Miller B H, Rosado-de-Christenson M L, Mason A C, Fleming M V, White C C, Krasna M J
Department of Radiologic Pathology, Armed Forces Institute of Pathology, Washington, DC 20306-6000, USA.
Radiographics. 1996 May;16(3):613-44. doi: 10.1148/radiographics.16.3.8897628.
Malignant pleural mesothelioma (MPM) is a rare malignant neoplasm that typically affects individuals occupationally exposed to asbestos through a variety of industries. The patients experience an insidious onset of symptoms, including dyspnea, chest pain, cough, malaise, and weight loss. The pathologic diagnosis of MPM is difficult, and special stains or immunohistochemical or ultrastructural analysis may be required to differentiate MPM from metastatic adenocarcinoma. The tumor affects both the parietal and visceral pleural surfaces and progresses to encase the lung and invade the lung, mediastinum, and chest wall.

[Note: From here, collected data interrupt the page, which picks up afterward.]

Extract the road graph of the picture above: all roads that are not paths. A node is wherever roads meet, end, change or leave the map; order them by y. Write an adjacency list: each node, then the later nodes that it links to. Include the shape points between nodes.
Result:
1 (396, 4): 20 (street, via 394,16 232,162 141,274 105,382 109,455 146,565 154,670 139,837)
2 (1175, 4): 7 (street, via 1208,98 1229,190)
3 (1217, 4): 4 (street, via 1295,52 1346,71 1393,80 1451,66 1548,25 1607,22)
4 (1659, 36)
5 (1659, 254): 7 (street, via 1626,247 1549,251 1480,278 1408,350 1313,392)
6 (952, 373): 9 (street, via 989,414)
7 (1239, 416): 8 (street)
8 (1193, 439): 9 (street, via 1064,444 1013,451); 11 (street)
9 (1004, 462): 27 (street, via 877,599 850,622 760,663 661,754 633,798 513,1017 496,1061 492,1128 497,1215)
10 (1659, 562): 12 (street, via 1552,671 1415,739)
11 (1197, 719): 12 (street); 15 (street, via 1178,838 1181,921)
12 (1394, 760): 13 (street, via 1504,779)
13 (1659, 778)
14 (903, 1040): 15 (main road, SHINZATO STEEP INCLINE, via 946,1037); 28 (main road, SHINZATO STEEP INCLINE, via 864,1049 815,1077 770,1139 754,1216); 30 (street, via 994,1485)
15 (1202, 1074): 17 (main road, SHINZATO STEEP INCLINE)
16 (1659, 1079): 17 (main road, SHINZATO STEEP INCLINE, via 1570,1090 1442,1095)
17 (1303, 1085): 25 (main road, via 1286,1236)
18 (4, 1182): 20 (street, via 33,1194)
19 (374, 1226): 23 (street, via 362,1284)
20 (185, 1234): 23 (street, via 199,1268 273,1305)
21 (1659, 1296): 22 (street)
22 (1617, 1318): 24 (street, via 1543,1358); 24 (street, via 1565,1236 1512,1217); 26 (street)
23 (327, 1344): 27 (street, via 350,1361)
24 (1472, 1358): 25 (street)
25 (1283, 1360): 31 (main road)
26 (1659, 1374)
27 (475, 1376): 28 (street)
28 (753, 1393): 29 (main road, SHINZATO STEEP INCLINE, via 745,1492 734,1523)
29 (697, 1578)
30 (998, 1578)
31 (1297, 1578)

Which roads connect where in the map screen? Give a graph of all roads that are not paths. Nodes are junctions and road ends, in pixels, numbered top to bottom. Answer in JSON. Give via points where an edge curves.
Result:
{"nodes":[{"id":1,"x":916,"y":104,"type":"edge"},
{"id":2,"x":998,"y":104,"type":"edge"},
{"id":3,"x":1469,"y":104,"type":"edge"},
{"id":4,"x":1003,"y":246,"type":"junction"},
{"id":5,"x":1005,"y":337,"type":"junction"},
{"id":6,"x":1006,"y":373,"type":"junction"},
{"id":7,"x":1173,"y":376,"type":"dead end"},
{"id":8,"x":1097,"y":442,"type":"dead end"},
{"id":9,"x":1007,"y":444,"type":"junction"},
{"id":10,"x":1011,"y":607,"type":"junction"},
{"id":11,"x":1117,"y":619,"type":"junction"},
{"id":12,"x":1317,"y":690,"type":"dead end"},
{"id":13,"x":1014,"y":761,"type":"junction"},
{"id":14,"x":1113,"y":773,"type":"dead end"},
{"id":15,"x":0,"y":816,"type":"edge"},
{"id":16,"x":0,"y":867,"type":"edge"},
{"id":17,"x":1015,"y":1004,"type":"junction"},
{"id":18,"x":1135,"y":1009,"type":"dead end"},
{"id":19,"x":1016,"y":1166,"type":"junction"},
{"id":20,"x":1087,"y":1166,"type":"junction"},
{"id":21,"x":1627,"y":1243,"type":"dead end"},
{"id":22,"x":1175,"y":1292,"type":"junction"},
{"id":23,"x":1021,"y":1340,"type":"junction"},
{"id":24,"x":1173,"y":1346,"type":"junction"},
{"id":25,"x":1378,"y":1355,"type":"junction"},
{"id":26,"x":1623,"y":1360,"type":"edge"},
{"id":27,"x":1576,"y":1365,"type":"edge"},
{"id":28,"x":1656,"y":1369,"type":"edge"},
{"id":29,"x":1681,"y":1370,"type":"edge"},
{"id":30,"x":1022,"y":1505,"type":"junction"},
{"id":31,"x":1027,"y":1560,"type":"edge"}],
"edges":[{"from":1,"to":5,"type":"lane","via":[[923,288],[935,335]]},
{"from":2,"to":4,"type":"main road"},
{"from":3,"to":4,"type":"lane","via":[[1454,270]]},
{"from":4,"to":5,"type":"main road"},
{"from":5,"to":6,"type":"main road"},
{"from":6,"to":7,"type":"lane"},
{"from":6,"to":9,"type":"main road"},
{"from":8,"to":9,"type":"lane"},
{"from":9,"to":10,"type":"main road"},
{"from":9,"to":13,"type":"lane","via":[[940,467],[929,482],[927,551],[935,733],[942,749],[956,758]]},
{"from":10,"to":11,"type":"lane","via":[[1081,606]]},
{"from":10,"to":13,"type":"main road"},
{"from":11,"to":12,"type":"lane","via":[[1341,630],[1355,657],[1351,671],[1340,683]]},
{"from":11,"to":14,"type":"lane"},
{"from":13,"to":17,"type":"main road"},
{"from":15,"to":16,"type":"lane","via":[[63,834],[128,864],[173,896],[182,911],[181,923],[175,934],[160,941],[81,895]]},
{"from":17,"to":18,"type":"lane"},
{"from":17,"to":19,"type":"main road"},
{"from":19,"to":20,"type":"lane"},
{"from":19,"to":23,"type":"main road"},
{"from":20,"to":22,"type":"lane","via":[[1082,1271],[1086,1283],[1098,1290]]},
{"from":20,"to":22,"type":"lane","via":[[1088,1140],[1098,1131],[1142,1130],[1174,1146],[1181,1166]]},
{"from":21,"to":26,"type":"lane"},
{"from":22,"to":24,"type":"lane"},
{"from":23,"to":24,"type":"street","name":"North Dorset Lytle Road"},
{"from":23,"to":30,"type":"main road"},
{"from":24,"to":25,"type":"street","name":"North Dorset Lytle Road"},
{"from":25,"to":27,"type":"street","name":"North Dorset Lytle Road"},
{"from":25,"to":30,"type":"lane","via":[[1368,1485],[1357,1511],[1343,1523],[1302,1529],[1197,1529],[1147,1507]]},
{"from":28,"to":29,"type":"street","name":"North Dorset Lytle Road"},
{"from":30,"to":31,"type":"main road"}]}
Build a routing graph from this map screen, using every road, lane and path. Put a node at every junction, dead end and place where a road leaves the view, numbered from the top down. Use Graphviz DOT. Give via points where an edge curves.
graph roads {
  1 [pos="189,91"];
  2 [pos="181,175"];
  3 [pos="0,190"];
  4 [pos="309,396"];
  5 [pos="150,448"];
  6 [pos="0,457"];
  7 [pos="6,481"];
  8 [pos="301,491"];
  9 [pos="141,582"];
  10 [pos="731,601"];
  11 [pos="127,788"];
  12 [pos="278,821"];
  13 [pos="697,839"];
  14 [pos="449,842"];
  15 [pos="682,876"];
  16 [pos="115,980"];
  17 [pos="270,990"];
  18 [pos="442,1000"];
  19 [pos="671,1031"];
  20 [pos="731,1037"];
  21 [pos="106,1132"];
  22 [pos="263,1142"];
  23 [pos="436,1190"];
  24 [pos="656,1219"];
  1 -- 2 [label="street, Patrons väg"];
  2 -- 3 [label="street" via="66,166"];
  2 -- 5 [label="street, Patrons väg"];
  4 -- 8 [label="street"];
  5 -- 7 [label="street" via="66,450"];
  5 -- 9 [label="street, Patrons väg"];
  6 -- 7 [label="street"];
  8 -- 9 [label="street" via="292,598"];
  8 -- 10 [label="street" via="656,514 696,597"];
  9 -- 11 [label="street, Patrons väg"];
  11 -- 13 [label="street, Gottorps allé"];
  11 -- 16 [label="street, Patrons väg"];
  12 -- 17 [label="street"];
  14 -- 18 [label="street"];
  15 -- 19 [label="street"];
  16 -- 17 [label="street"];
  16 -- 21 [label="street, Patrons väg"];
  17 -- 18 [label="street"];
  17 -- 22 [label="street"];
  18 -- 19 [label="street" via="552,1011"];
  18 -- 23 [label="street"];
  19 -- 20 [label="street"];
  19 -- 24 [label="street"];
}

Radiologically, MPM manifests as unilateral pleural effusion, pleural nodules, or pleural masses. Imaging studies are useful for diagnosis and staging in patients who are potential surgical candidates. Although a variety of multimodality therapies are available and radical surgical procedures have been developed, the prognosis remains dismal.
恶性胸膜间皮瘤(MPM)是一种罕见的恶性肿瘤,通常影响通过各种行业职业性接触石棉的个体。患者症状隐匿起病,包括呼吸困难、胸痛、咳嗽、不适和体重减轻。MPM的病理诊断困难,可能需要特殊染色、免疫组织化学或超微结构分析以将MPM与转移性腺癌区分开来。肿瘤累及壁层和脏层胸膜表面,并进展为包裹肺并侵犯肺、纵隔和胸壁。在放射学上,MPM表现为单侧胸腔积液、胸膜结节或胸膜肿块。影像学检查对潜在手术候选患者的诊断和分期有用。尽管有多种多模式治疗方法可用且已开发出根治性手术程序,但预后仍然不佳。